Crisis Group a toujours soutenu que l’espoir que nourrissent nombre de Guinéens
d’un coup d’État « à la mauritanienne » pour
tourner la page Conté était à la fois un rêve et une
solution de facilité extrêmement risquée.34 Le coup d’État
ne sembla pourtant jamais aussi proche qu’au plus fort des manifestations
et de la répression. Pendant quelques heures, des tirs dans l’enceinte
d’un des camps militaires de Conakry donnèrent l’impression
que des militaires avaient décidé de « bouger ». Il apparut
qu’ils étaient davantage mécontents de leurs soldes que de
la répression qui s’abattait sur les civils. Il n’y eut pas
de coup d’État contre Conté, même si l’on ne peut
affirmer qu’il n’y eut pas d’ébauche de tentative d’une
telle action.35 Ce n’est pas seulement parce qu’il est chanceux que
Conté échappa à un renversement venant des rangs de son armée
au moment où il était conspué par la population. Le président
avait retrouvé ses réflexes de militaire expérimenté.
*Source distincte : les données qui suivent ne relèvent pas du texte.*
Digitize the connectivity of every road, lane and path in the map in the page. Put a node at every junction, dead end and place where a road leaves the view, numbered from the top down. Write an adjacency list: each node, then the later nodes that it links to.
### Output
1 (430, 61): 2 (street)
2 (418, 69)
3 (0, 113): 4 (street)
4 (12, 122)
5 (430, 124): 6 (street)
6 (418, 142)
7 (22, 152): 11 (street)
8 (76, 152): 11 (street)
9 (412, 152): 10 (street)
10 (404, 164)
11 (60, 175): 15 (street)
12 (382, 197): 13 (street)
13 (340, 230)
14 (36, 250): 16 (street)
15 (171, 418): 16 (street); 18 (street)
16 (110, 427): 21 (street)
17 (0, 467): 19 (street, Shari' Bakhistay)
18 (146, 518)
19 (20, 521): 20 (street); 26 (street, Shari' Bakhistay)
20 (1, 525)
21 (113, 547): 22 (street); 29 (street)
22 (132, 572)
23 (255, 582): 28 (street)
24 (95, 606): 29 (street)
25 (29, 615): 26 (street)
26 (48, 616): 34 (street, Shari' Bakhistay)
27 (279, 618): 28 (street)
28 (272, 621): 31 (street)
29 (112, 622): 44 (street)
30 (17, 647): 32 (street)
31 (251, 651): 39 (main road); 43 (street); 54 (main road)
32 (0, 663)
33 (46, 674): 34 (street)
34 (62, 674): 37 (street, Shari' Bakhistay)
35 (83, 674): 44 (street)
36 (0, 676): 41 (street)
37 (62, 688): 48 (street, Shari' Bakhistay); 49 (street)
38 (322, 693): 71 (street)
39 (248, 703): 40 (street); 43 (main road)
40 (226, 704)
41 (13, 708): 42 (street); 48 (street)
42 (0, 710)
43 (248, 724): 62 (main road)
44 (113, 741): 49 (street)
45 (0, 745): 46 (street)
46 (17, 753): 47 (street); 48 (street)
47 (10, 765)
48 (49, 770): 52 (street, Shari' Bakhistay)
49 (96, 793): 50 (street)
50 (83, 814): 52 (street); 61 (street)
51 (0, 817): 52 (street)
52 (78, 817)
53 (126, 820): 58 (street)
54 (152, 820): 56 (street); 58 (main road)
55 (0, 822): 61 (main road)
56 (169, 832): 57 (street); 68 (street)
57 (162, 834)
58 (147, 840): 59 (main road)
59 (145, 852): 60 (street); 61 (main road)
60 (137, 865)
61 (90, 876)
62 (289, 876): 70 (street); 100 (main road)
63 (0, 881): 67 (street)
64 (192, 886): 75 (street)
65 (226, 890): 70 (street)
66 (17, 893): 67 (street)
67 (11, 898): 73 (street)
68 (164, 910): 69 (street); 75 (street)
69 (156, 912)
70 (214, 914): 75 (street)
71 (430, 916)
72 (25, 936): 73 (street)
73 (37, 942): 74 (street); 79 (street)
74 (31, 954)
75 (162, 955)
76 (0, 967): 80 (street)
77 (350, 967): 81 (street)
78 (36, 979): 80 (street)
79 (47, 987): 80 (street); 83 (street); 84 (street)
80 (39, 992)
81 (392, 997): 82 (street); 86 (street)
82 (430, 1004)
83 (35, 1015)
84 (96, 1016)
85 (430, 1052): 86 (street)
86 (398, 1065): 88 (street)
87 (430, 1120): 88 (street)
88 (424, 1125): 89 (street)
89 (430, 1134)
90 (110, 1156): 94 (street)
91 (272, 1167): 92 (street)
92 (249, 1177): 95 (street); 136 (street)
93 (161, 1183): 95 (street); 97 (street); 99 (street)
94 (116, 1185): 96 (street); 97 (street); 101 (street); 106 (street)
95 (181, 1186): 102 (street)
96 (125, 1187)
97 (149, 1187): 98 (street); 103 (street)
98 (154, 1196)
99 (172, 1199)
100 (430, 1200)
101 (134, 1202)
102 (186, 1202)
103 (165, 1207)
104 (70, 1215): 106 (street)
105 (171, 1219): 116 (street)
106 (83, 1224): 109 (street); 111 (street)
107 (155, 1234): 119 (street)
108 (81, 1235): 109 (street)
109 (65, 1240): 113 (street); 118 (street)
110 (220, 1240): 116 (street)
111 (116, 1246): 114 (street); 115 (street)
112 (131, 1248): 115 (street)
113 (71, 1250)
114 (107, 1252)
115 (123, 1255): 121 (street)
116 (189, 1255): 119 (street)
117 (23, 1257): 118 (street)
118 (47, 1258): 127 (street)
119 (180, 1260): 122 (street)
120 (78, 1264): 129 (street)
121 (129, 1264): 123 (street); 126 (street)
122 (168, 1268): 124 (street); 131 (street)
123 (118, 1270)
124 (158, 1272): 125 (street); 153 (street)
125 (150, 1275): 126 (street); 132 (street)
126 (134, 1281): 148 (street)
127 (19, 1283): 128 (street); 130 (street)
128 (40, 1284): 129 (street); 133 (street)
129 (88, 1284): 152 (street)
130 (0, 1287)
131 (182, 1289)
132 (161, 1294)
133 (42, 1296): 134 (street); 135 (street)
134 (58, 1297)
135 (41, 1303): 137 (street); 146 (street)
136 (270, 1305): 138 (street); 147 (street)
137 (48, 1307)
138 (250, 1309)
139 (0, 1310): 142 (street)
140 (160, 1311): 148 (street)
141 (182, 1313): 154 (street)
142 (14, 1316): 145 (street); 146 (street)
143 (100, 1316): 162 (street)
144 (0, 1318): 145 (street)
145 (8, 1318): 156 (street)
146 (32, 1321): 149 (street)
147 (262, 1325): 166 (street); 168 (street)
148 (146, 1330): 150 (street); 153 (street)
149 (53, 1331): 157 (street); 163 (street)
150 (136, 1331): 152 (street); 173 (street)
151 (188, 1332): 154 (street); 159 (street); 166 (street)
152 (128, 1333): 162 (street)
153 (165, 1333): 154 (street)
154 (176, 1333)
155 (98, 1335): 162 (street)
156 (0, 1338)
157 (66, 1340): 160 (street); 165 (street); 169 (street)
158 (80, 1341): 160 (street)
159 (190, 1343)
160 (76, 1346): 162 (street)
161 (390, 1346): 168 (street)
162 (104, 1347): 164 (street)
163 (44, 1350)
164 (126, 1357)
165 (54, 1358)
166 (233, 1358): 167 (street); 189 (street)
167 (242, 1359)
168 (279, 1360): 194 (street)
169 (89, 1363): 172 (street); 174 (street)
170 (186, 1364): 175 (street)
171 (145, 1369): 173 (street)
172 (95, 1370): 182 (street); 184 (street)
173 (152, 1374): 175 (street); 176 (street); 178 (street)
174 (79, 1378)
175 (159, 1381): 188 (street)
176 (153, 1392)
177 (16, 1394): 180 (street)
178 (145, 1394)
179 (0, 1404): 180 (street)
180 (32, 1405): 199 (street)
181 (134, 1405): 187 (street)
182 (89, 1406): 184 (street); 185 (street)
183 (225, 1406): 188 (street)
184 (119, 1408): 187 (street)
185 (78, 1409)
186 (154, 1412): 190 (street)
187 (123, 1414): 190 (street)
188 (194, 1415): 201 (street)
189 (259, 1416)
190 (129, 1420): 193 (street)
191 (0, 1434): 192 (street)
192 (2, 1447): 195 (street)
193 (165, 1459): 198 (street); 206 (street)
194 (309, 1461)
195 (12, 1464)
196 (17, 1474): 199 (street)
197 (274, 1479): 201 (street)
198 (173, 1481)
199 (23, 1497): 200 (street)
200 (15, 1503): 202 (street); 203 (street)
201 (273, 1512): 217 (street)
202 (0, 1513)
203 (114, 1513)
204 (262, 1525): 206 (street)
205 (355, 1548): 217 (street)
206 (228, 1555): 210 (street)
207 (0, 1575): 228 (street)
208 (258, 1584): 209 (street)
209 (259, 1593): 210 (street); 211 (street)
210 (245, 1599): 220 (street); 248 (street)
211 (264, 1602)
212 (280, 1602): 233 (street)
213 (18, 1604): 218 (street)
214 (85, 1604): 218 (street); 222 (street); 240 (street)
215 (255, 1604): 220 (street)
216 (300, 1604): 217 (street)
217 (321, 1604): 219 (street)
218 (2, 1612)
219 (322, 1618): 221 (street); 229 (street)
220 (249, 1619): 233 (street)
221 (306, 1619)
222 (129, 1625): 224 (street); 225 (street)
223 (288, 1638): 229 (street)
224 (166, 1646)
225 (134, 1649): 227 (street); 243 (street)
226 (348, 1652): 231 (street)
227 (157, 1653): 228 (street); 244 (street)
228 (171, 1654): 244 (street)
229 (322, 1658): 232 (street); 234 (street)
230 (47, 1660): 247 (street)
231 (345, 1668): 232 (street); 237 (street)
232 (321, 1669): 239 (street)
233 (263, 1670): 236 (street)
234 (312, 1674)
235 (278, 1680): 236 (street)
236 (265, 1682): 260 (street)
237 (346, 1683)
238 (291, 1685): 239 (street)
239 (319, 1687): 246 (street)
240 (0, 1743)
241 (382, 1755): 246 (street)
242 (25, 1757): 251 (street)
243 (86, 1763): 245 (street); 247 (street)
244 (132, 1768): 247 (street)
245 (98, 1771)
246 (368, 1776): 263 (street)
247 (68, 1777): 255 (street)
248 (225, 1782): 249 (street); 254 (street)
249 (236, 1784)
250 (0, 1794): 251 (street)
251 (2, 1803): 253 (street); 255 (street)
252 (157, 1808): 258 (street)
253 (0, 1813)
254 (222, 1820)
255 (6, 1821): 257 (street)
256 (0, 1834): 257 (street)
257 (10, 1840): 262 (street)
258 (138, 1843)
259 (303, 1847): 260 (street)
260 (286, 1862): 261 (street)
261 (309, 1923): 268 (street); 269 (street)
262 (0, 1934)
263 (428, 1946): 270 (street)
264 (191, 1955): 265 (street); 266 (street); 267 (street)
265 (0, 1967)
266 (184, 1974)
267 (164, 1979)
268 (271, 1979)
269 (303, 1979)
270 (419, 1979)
Installé au camp militaire, il a su garder l’oeil sur son état-major
et appeler ses hommes à rester unis dans l’adversité, une autre
manière de faire comprendre aux militaires qu’ils avaient intérêt à soutenir
un président qui est un membre de la « famille » plutôt
que de s’allier aux civils qui réclamaient un changement porteur de
menaces sur l’influence ultérieure de l’armée dans le
pays. Selon plusieurs sources, Conté répète souvent à ses
militaires, notamment ceux de la garde présidentielle, que le pouvoir leur
tomberait dans les mains lorsqu’il ne serait plus là, un message qui
incite à la loyauté.36 Les hommes en tenue ne se sont pas contentés
de rester fidèles à leur chef. Ils ont férocement réprimé les
manifestants. Certes, tous les militaires n’ont pas tiré, tous les
policiers n’ont pas tiré et tous les gendarmes n’ont pas tiré.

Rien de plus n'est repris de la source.